The eternal ice is subject to constant change: in glaciers, the past and present merge into complete timelessness. Gaudenz Danuser’s radical and surreal photographs give visible form to this dissolution of time and space. Alpine Fragments is the name of his project, which shows excerpts of alpine worlds, concentrating on the structures of the landscapes that are, in part, centuries old. Consequently, it serves as a unique and contemporary document, offering an unconventional view of the glaciers in the Swiss Alps.
What motivated you to take on this project?
The subject of glaciers has played on my mind for some time; however, I was unsure what I wanted to do with it. My goal was to realise an imagery of the glaciers from an unusual perspective, with the intention of capturing abstract pictures with graphic structures.
Where were the pictures for Alpine Fragments taken, and how much time did you dedicate to the project?
The glaciers I photographed are located in the central Swiss Alps. From the idea to its completion took a number of months. Of course, the actual time taking pictures from the helicopter was relatively short, which made precise preparation for the work all the more important.
You took the photos from a helicopter. What were the biggest challenges to overcome?
The biggest challenge was to hit on the best time to fly and the right glacier to cover. The particular setting in a helicopter requires great concentration during the flight. The moment I open and lean out (secured!) of the door at 3000 metres in the air, I am at the mercy of the wind and downdraft on the one hand, and the shaking of the helicopter on the other. In this situation, when you have to concentrate on the picture while communicating by radio with the pilot to guide him to the right position, your pulse certainly races somewhat.
In your pictures, the lines between charcoal sketches, abstract painting and photography become blurred. While you were flying, when did you know that the right moment to take the shot had come?
The helicopter’s height and position must be right. If you are too close or too far from the ice, the shapes become recognisable and loose their abstract quality. It’s only at a certain distance that the graphic structures appear as I want to see them.
What role does chance play in this project?

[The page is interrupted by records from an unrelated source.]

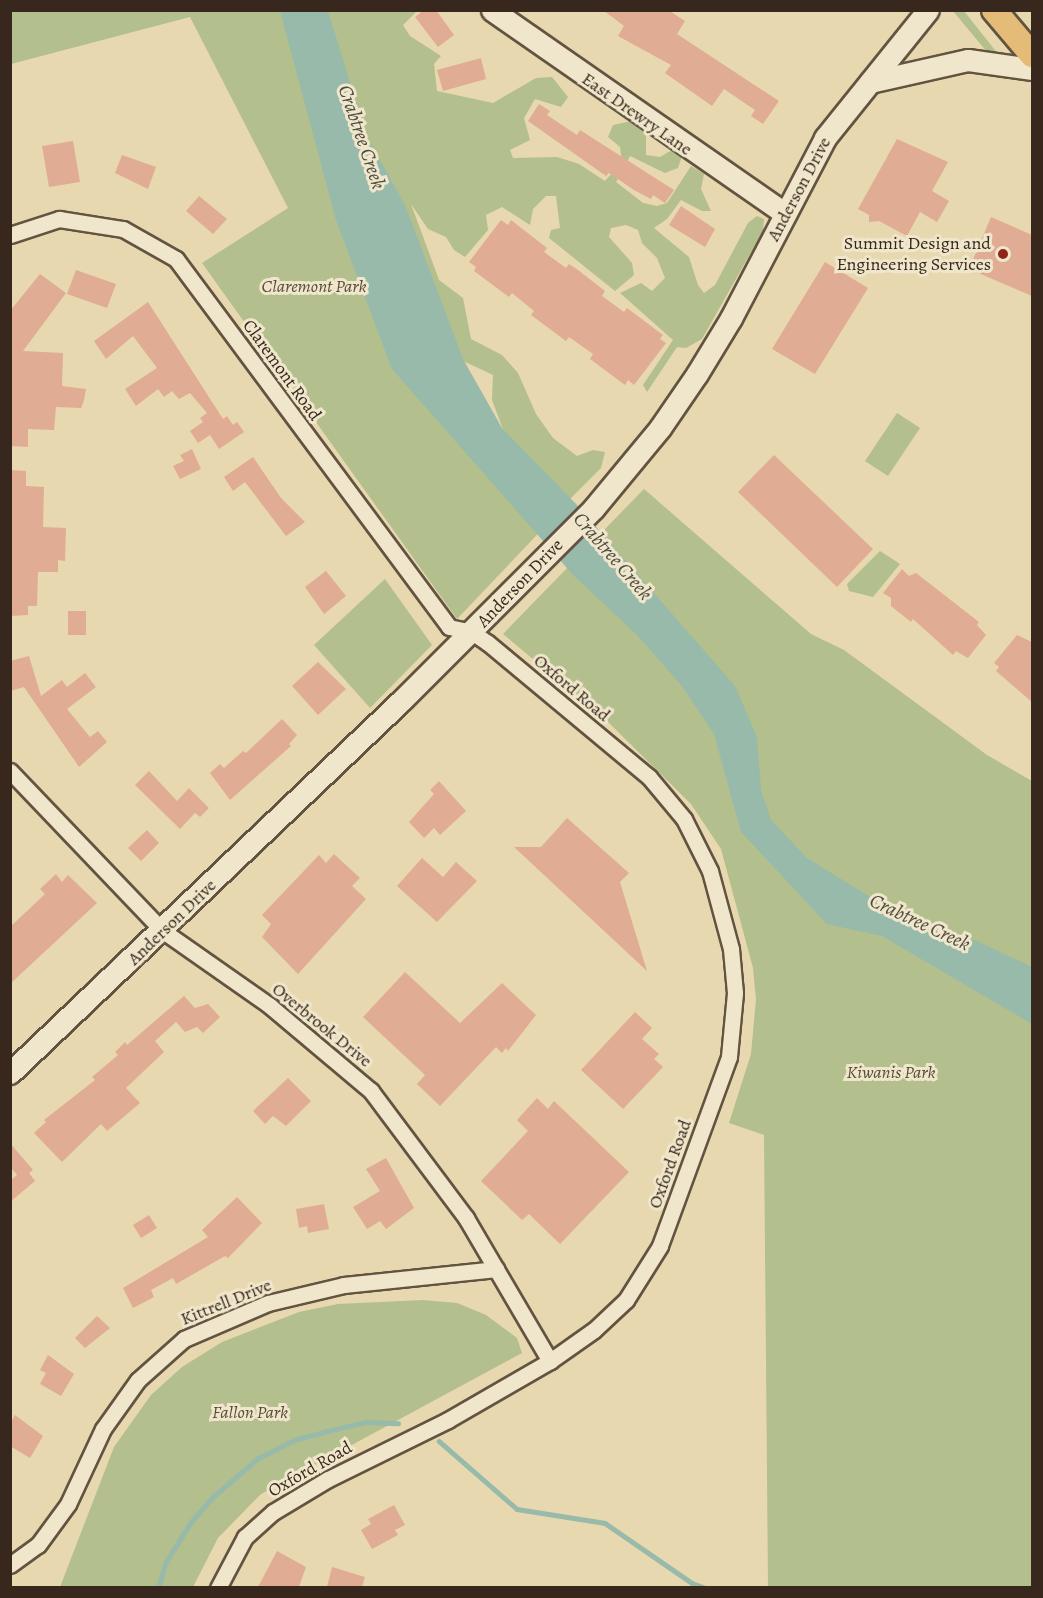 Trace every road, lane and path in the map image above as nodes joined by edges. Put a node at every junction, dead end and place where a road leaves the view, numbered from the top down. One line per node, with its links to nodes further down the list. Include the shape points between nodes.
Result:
1 (492, 10): 7 (street, East Drewry Lane)
2 (928, 10): 6 (street, Anderson Drive)
3 (994, 10): 4 (main road)
4 (1032, 55)
5 (1032, 69): 6 (street, via 968,60)
6 (870, 82): 7 (street, Anderson Drive, via 825,138)
7 (785, 214): 9 (street, Anderson Drive, via 731,318 660,428 608,491)
8 (10, 235): 9 (street, Claremont Road, via 59,219 123,229 176,259 449,627)
9 (471, 632): 11 (street, Anderson Drive); 14 (street, Oxford Road, via 649,777 684,819 711,870 731,949 735,993 729,1057 660,1246 626,1300 594,1330)
10 (10, 771): 11 (street, Overbrook Drive)
11 (163, 932): 12 (street, Anderson Drive); 13 (street, Overbrook Drive, via 270,1006 371,1091 415,1146)
12 (10, 1073)
13 (496, 1269): 14 (street, Overbrook Drive); 15 (street, Kittrell Drive, via 344,1284 268,1303 184,1339 138,1380 103,1429 68,1504 38,1545)
14 (550, 1361): 16 (street, Oxford Road, via 273,1512 245,1537)
15 (10, 1565)
16 (218, 1587) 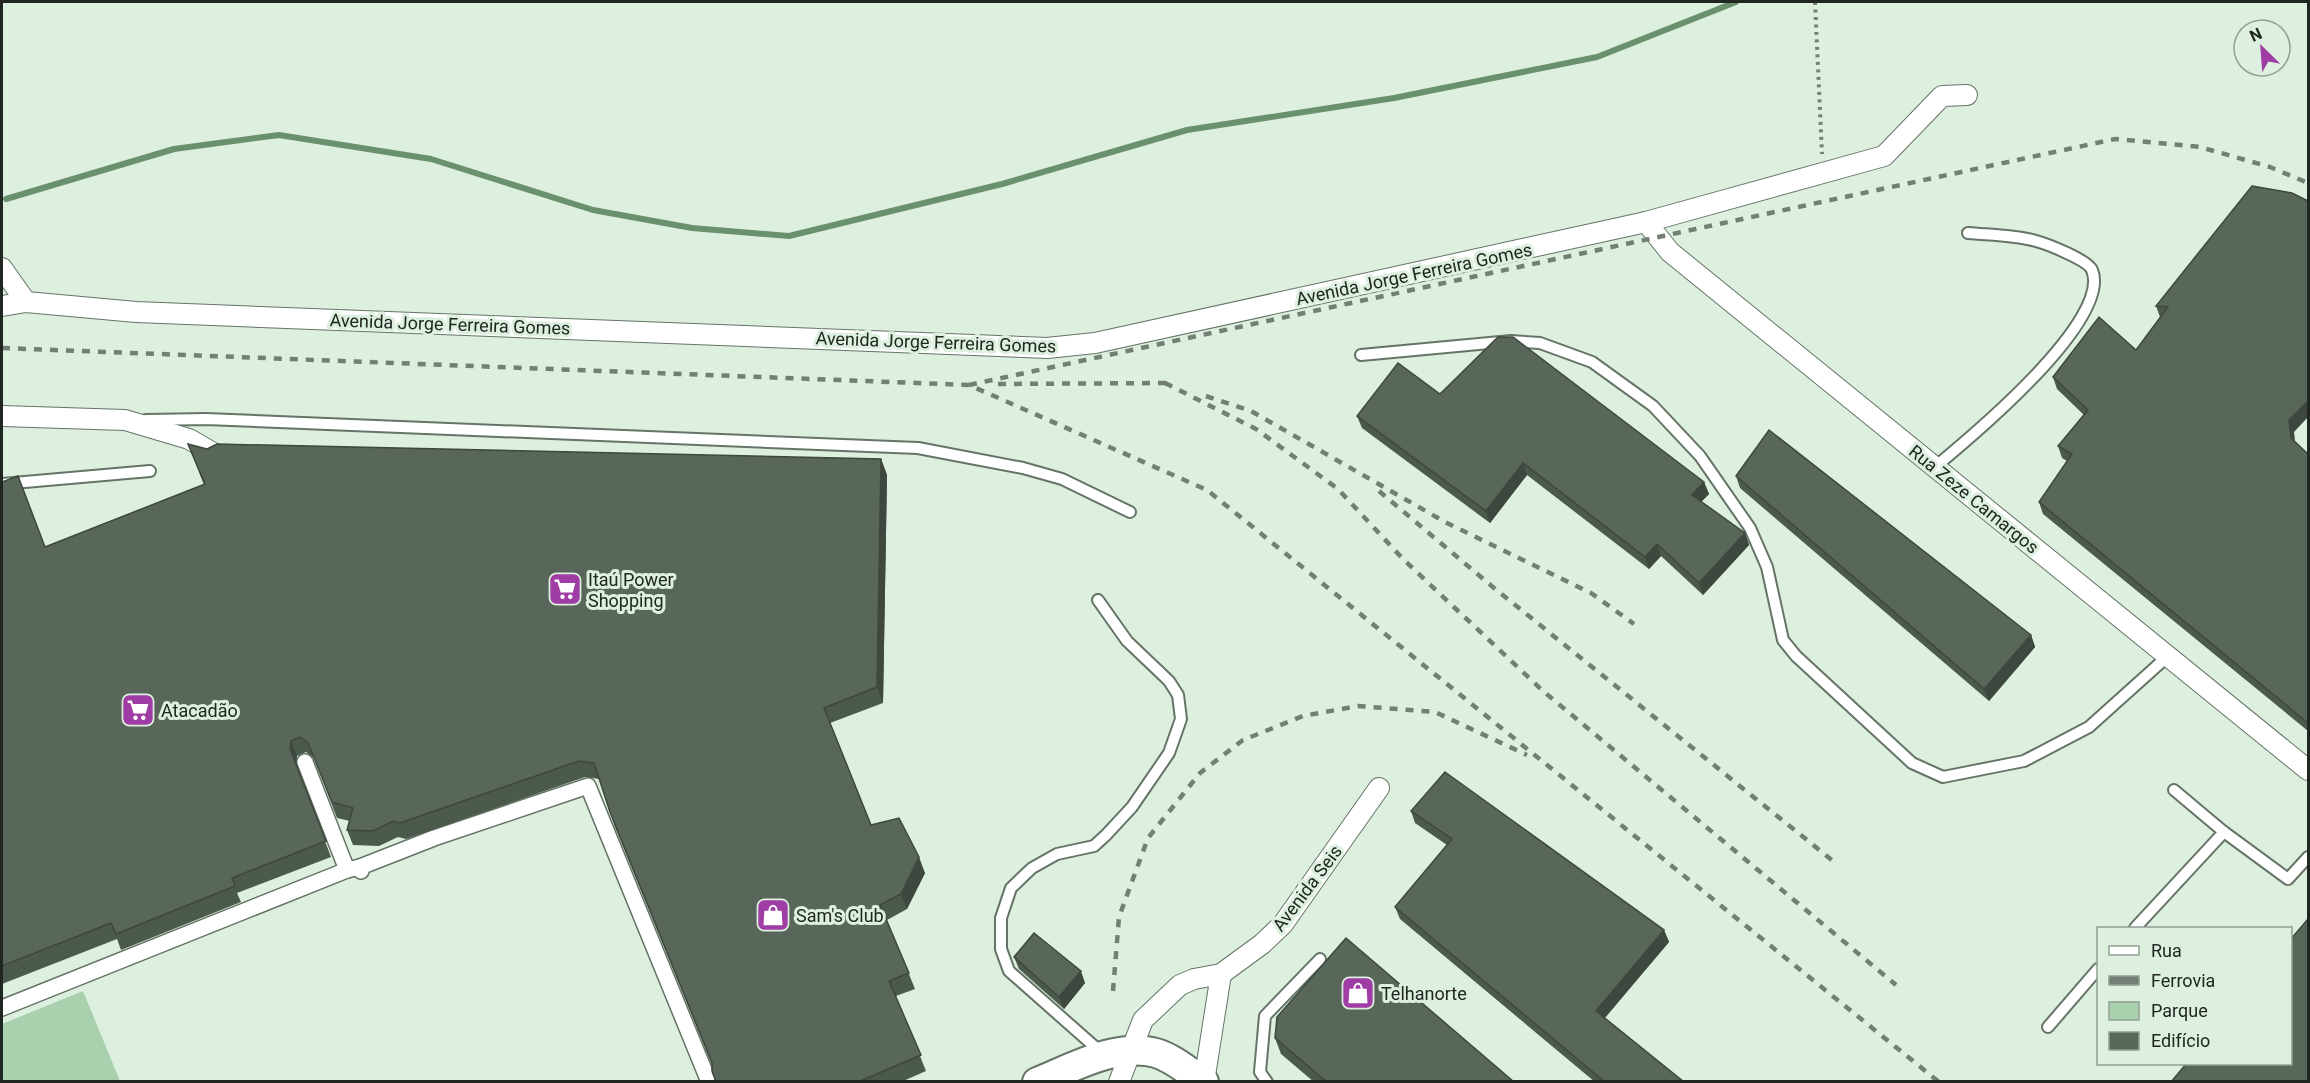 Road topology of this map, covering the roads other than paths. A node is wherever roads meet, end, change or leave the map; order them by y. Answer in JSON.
{"nodes":[{"id":1,"x":1967,"y":94,"type":"dead end"},
{"id":2,"x":1646,"y":222,"type":"junction"},
{"id":3,"x":1968,"y":233,"type":"dead end"},
{"id":4,"x":2,"y":268,"type":"edge"},
{"id":5,"x":26,"y":302,"type":"junction"},
{"id":6,"x":2,"y":306,"type":"edge"},
{"id":7,"x":1361,"y":355,"type":"dead end"},
{"id":8,"x":2,"y":416,"type":"edge"},
{"id":9,"x":43,"y":419,"type":"junction"},
{"id":10,"x":126,"y":420,"type":"junction"},
{"id":11,"x":2,"y":427,"type":"edge"},
{"id":12,"x":213,"y":453,"type":"edge"},
{"id":13,"x":1935,"y":467,"type":"junction"},
{"id":14,"x":150,"y":471,"type":"dead end"},
{"id":15,"x":2,"y":484,"type":"edge"},
{"id":16,"x":1130,"y":512,"type":"dead end"},
{"id":17,"x":1098,"y":600,"type":"dead end"},
{"id":18,"x":2168,"y":656,"type":"junction"},
{"id":19,"x":305,"y":762,"type":"edge"},
{"id":20,"x":2308,"y":770,"type":"edge"},
{"id":21,"x":1379,"y":788,"type":"dead end"},
{"id":22,"x":2174,"y":790,"type":"dead end"},
{"id":23,"x":2224,"y":832,"type":"junction"},
{"id":24,"x":2308,"y":857,"type":"edge"},
{"id":25,"x":356,"y":870,"type":"junction"},
{"id":26,"x":2136,"y":927,"type":"edge"},
{"id":27,"x":1320,"y":959,"type":"dead end"},
{"id":28,"x":2097,"y":970,"type":"edge"},
{"id":29,"x":1221,"y":974,"type":"junction"},
{"id":30,"x":2,"y":1008,"type":"edge"},
{"id":31,"x":2048,"y":1027,"type":"dead end"},
{"id":32,"x":1133,"y":1051,"type":"junction"},
{"id":33,"x":1105,"y":1056,"type":"junction"},
{"id":34,"x":709,"y":1082,"type":"edge"},
{"id":35,"x":1036,"y":1082,"type":"edge"},
{"id":36,"x":1119,"y":1082,"type":"edge"},
{"id":37,"x":1204,"y":1082,"type":"edge"},
{"id":38,"x":1267,"y":1082,"type":"edge"}],
"edges":[{"from":1,"to":2,"type":"street","name":"Avenida Jorge Ferreira Gomes"},
{"from":2,"to":5,"type":"street","name":"Avenida Jorge Ferreira Gomes"},
{"from":2,"to":13,"type":"street","name":"Rua Zeze Camargos"},
{"from":3,"to":13,"type":"lane"},
{"from":4,"to":5,"type":"street"},
{"from":5,"to":6,"type":"street","name":"Avenida Jorge Ferreira Gomes"},
{"from":7,"to":18,"type":"lane"},
{"from":8,"to":9,"type":"street"},
{"from":9,"to":10,"type":"street"},
{"from":9,"to":11,"type":"street"},
{"from":10,"to":12,"type":"street"},
{"from":10,"to":16,"type":"lane"},
{"from":13,"to":18,"type":"street","name":"Rua Zeze Camargos"},
{"from":14,"to":15,"type":"lane"},
{"from":17,"to":33,"type":"lane"},
{"from":18,"to":20,"type":"street","name":"Rua Zeze Camargos"},
{"from":19,"to":25,"type":"street"},
{"from":21,"to":29,"type":"street","name":"Avenida Seis"},
{"from":22,"to":23,"type":"lane"},
{"from":23,"to":24,"type":"lane"},
{"from":23,"to":26,"type":"lane"},
{"from":25,"to":30,"type":"street"},
{"from":25,"to":34,"type":"street"},
{"from":27,"to":38,"type":"lane"},
{"from":28,"to":31,"type":"lane"},
{"from":29,"to":32,"type":"street","name":"Avenida Seis"},
{"from":29,"to":37,"type":"street"},
{"from":32,"to":33,"type":"main road"},
{"from":32,"to":36,"type":"street","name":"Avenida Seis"},
{"from":32,"to":37,"type":"main road"},
{"from":33,"to":35,"type":"main road"}]}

Ultimately, I left as little as possible to chance: I researched topographic maps for my work, to find an appropriate glacier. Furthermore, I was in close contact with the helicopter pilot, whom I have known for years and with whom I have already realised other projects. He kept his eyes open for me in the air, because the right timing for the project was absolutely decisive; because both the conditions on the ice and the behaviour of the weather needed to be right.
What was it like working with the Leica SL2? Which lenses did you use?
At first I wasn’t quite sure if the image stabiliser would be helpful, or whether the helicopter’s vibration would make it a disadvantage. However, it turned out there was no need to worry; so it became clear to me to work with the SL2. It’s precisely when photographing out of a helicopter that it’s pleasant to have a handy, well laid out and dependable camera in your hands. What’s more it’s perfect for questions of fine colour gradients, details and structures. The lens I used was the Leica Vario-Elmarit-SL 24-90 f/2.8-4 ASPH., so as to have a certain leeway with the focal length.
Did you have a particular photographic approach, which differed from your other projects?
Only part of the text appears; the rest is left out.